Theory

Thin film interference

A film is said to be thin when its thickness is about the order of one wavelength of visible light which is taken to be 550 nm. When light is incident on such a film, a small portion gets reflected from the upper surface and a major portion is transmitted into the film. Again a small part of the transmitted component is reflected back into the film by the lower surface and the rest of it emerges out of the film. These reflected beams reunite to produce interference. Also the transmitted beams too interfere. This type of interference that takes place in thin films is called interference by division of amplitude.

$Θ_{1}$ angle of incidence at medium 1 to medium 2 boundary.
$Θ_{2}$ angle of refraction at medium 1 to medium 2 boundary.
$Θ_{3}$ angle of refraction at medium 2 to medium 3 boundary.
$r_{12}$ reflected light from medium 1 to medium 2 boundary.
$r_{23}$ reflected light from medium 2 to medium 1 boundary.
$r_{21}$ reflected light from medium 2 to medium 3 boundary.
$t_{21}$ transmitted light from medium 2 to medium 1 boundary.
$t_{23}$ transmitted light from medium 2 to medium 3 boundary.
$d$ thickness of the film.

   In the above figure the rays r₁₂ and t₂₁ interfere and results in a constructive or destructive interference depending on their path differences, given as,

constructive interferenc $$2\mu_{2}d\space\cos (r_{12})=(2m+1)\frac{\lambda}{2}$$

destructive interference $$2\mu_{2}d\space\cos (r_{12})=m\lambda$$

Where, $\mu_{2}$: refractive index of the medium 2 and $m=0,1,2,...$ the order of interference.

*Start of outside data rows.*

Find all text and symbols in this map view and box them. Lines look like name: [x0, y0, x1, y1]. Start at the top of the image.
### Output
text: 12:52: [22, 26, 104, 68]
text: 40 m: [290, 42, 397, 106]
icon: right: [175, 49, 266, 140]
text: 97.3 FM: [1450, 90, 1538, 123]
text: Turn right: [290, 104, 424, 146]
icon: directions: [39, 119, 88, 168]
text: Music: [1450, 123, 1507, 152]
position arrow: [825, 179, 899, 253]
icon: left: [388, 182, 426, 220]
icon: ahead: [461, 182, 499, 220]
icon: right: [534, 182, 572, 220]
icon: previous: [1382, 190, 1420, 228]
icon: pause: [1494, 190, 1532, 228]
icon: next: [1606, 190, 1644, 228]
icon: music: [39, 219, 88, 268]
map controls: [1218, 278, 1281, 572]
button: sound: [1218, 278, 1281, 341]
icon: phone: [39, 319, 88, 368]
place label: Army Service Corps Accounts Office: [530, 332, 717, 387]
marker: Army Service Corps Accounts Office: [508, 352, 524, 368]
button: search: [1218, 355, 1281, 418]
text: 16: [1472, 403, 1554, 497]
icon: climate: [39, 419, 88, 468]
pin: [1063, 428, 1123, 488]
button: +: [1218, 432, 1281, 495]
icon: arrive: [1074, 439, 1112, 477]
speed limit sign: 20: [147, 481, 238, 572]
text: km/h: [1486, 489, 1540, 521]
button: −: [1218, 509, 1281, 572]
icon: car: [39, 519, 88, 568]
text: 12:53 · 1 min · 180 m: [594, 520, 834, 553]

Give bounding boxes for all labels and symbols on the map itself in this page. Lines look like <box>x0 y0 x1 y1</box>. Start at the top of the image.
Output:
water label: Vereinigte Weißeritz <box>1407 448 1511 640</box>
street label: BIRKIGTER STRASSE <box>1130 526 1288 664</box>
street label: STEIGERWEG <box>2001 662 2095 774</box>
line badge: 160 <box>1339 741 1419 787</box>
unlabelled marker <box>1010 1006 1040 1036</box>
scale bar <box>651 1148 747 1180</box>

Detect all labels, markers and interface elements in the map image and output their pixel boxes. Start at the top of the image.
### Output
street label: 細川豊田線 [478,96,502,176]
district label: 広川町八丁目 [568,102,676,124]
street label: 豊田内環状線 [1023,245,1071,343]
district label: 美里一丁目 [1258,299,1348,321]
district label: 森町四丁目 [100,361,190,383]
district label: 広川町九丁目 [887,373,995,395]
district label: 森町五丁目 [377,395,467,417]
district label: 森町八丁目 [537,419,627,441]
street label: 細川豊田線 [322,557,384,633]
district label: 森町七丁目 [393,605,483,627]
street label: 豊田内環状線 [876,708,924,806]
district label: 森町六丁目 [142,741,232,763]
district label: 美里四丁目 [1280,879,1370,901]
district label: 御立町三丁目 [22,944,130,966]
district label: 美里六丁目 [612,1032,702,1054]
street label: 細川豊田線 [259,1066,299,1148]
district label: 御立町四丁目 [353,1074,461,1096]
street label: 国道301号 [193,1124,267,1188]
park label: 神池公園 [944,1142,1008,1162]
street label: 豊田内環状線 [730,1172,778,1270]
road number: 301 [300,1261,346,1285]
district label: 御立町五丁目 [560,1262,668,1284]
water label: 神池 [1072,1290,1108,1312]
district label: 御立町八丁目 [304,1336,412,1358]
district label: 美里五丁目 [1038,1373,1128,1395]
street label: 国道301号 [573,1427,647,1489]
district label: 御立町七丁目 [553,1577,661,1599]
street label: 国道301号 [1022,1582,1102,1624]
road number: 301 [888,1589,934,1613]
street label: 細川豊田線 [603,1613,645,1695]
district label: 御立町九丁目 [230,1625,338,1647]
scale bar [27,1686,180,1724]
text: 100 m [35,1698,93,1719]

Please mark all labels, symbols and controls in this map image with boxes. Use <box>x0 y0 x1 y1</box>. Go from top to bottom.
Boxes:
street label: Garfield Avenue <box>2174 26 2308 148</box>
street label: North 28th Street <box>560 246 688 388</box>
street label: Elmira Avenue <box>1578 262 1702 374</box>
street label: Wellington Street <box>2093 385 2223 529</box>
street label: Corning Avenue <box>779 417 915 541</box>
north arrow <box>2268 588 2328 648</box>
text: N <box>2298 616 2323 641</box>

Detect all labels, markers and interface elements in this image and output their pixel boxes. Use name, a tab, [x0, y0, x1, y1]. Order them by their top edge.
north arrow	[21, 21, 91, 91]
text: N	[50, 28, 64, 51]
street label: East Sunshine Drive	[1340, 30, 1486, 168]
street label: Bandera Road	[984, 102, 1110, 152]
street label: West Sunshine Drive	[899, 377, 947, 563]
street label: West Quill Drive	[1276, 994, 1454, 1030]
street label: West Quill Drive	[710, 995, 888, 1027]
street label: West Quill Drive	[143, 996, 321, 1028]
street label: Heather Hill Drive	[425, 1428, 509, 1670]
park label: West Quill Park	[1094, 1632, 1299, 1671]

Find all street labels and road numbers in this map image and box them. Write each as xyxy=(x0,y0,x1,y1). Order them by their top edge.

The transmitted light from $t_{23}$ can also interfere and result in constructive or destructive interference.

To find the refractive index of liquid

The experiment is performed when there is an air film between the plano-convex lens and the optically plane glass plate.The diametre of the m^th and the (m+p)^th dark rings are determined with the help of a travelling microscope.

For air $$D^{2}_{m+p}=4(m+p)\lambda R$$

$$D^{2}_{m}=4m\lambda R$$

$$D^{2}_{m+p}-D^{2}_{m}=4p\lambda R$$

As shown in figure arrange the lens with glass plate. Pour one or two drops of liquid whose refractive index is to be determined without disturbing the arrangement. Now the air film between the lens and glass plate is replaced by the liquid. The diameters of m+p^th and m^th rings are determined.

For liquids,

$2\mu t\cos r= m\lambda$ , for dark rings

For normal incidence $\cos r=1$ , so

$$2\mu t=m\lambda$$

But $t=\frac{r^{2}}{2R}$ , $r=\frac{D}{2}$

Rearranging the above equation ,we get $$D_{_{m}}^{^{2}}=\frac{4m\lambda R}{\mu }$$

We have $D_{m+p}^{2}-D_{m}^{2}=4p\lambda R$

for liquids, $$D_{m+p}^{'2}-D_{m}^{'2}=\frac{4p\lambda R}{\mu }$$ From these two euations the refractive index of the given liquids is given by

$$\mu=\frac{D_{m+p}^{2}-D_{m}^{2}}{D_{m+p}^{'2}-D_{m}^{'2}}$$